An interesting dilemma arises when you consider not Comcast the sports-network owner, but Comcast the cable provider, which is currently embroiled in a bitter dispute over carriage fees with the YES Network, the home of the Yankees. Fox acquired a majority stake in YES back in March. Comcast is currently blacking out YES and has implied that the Yankees and their viewership aren't worth their high fees. (Of course, it's telling that Comcast waited until baseball's offseason to make their move; it definitely can afford doing without Nets games, which had the lowest viewership of any NBA team last season.) Comcast's dual roles allow it to assess the cost of rights fees to regional networks airing baseball against the cost of carriage fees to providers featuring the networks in their subscription packages.
As more viewers move from cable to streaming, and as existing over-the-top subscribers who aren't sports fans continue to resent the higher subscription fees they must pay for sports channels they don't watch, there's been speculation that Comcast is looking to move YES and other regional sports networks from its basic cable package to a higher tier with sports channels. As the New York Daily News' Bob Raissman notes, that would drastically reduce revenue to the regional networks, which currently get paid based on Comcast's entire subscription base of 900,000 people. Under a tiered model, the networks would receive fees based on the number of people subscribing to those networks alone.
Comcast is likely also looking for digital rights in these negotiations. Several YES shows already stream through Fox Sports Go, and MLB's new deal with Fox will add Yankees games to that docket. YES also maintains the rights to stream Nets games, having struck a new, five-year, $40 million deal back in October -- double the previous fee despite a 29 percent drop in ratings last season. With all Comcast's rhetoric about the majority of subscribers not tuning into Yankees games, it seems the right to carry them might still warrant a high price.
It all comes down to the fees feeding off each other: YES is asking for a 33 percent increase in carriage fees from Comcast as the network faces exploding rights fees for Yankees and Nets games. Any increase in carriage fees will likely be passed onto consumers, who will continue to flee cable for digital, a la carte offerings that are cheaper and better tailored to their needs. Digital rights then become more and more valuable, inserting themselves into traditional cable negotiations and forcing the leagues that derive most of their revenue from television deals to adapt to the new streaming world.

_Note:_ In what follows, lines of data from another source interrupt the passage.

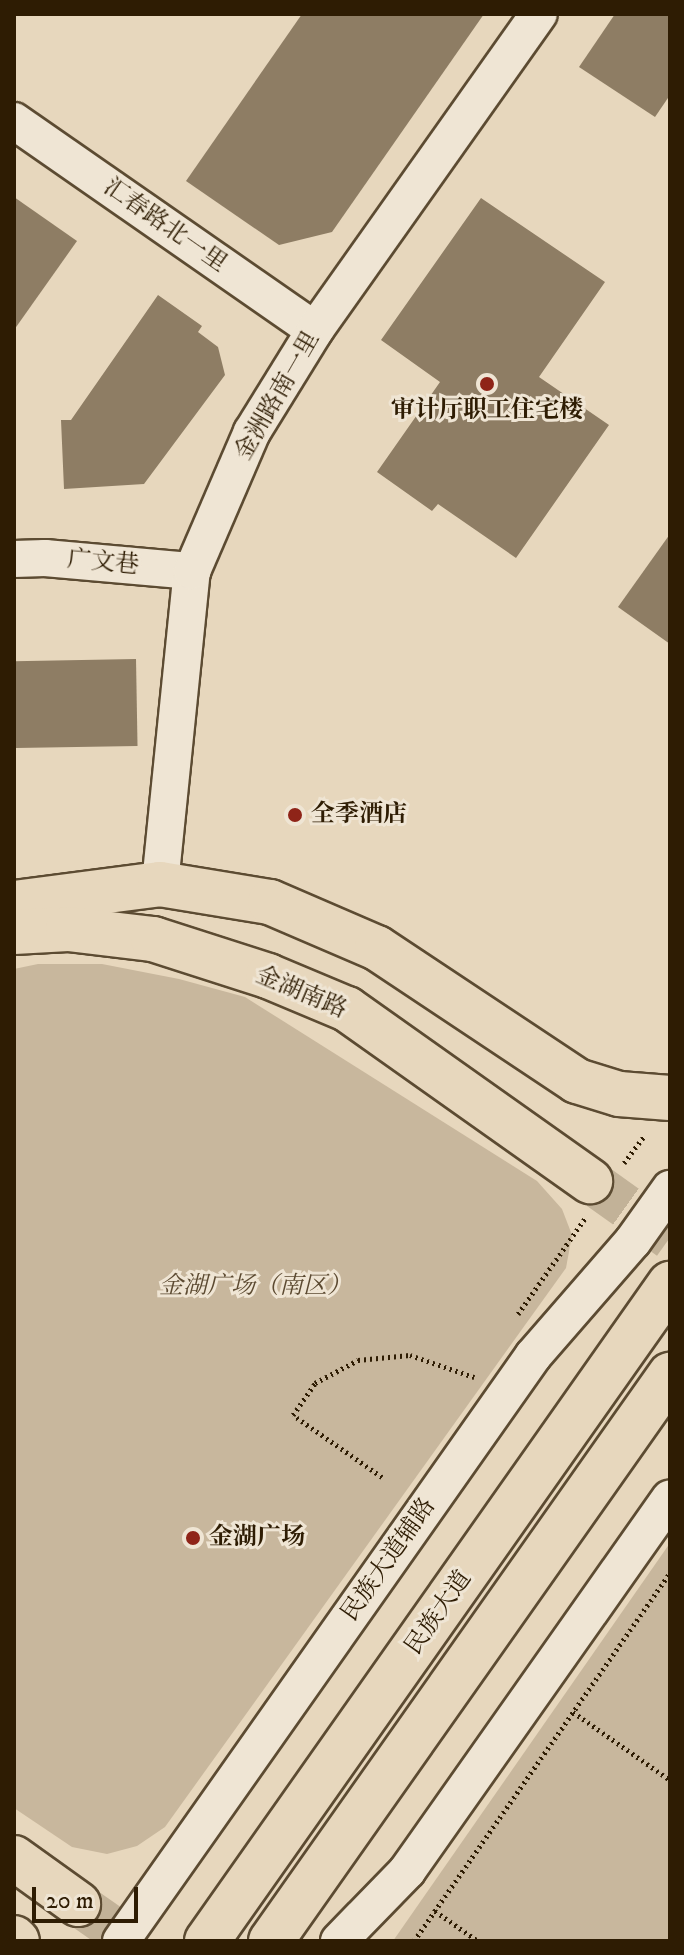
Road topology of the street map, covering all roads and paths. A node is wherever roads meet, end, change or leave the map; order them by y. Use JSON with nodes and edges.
{"nodes":[{"id":1,"x":539,"y":14,"type":"edge"},
{"id":2,"x":14,"y":121,"type":"edge"},
{"id":3,"x":315,"y":330,"type":"junction"},
{"id":4,"x":14,"y":559,"type":"edge"},
{"id":5,"x":192,"y":571,"type":"junction"},
{"id":6,"x":160,"y":884,"type":"junction"},
{"id":7,"x":14,"y":903,"type":"edge"},
{"id":8,"x":14,"y":932,"type":"edge"},
{"id":9,"x":670,"y":1098,"type":"edge"},
{"id":10,"x":590,"y":1181,"type":"tunnel mouth"},
{"id":11,"x":670,"y":1189,"type":"edge"},
{"id":12,"x":670,"y":1284,"type":"edge"},
{"id":13,"x":670,"y":1375,"type":"edge"},
{"id":14,"x":474,"y":1377,"type":"dead end"},
{"id":15,"x":382,"y":1477,"type":"dead end"},
{"id":16,"x":670,"y":1498,"type":"edge"},
{"id":17,"x":670,"y":1572,"type":"edge"},
{"id":18,"x":573,"y":1712,"type":"junction"},
{"id":19,"x":670,"y":1780,"type":"edge"},
{"id":20,"x":14,"y":1858,"type":"edge"},
{"id":21,"x":78,"y":1904,"type":"tunnel mouth"},
{"id":22,"x":435,"y":1911,"type":"junction"},
{"id":23,"x":121,"y":1941,"type":"edge"},
{"id":24,"x":207,"y":1941,"type":"edge"},
{"id":25,"x":271,"y":1941,"type":"edge"},
{"id":26,"x":339,"y":1941,"type":"edge"},
{"id":27,"x":414,"y":1941,"type":"edge"},
{"id":28,"x":478,"y":1941,"type":"edge"}],
"edges":[{"from":1,"to":3,"type":"street","name":"金洲路南一里"},
{"from":2,"to":3,"type":"street","name":"汇春路北一里"},
{"from":3,"to":5,"type":"street","name":"金洲路南一里"},
{"from":4,"to":5,"type":"street","name":"广文巷"},
{"from":5,"to":6,"type":"street","name":"金洲路南一里"},
{"from":6,"to":7,"type":"main road"},
{"from":6,"to":9,"type":"main road"},
{"from":8,"to":10,"type":"main road","name":"金湖南路"},
{"from":11,"to":23,"type":"street","name":"民族大道辅路"},
{"from":12,"to":24,"type":"main road","name":"民族大道"},
{"from":13,"to":25,"type":"main road"},
{"from":14,"to":15,"type":"path"},
{"from":16,"to":26,"type":"street"},
{"from":17,"to":18,"type":"path"},
{"from":18,"to":19,"type":"path"},
{"from":18,"to":22,"type":"path"},
{"from":20,"to":21,"type":"main road"},
{"from":22,"to":27,"type":"path"},
{"from":22,"to":28,"type":"path"}]}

The industry will continue to eat its own tail until the traditional cable model finally explodes, and then, it seems it will still be the leagues that win out. SportsBusiness Journal estimates that thanks to its in-market streaming deal with Fox, MLB will see a 4 percent increase in revenue of each team's overall media deal, costing the regional networks "in the mid- to-high seven figures per team." Guess who will be on the hook for that expense?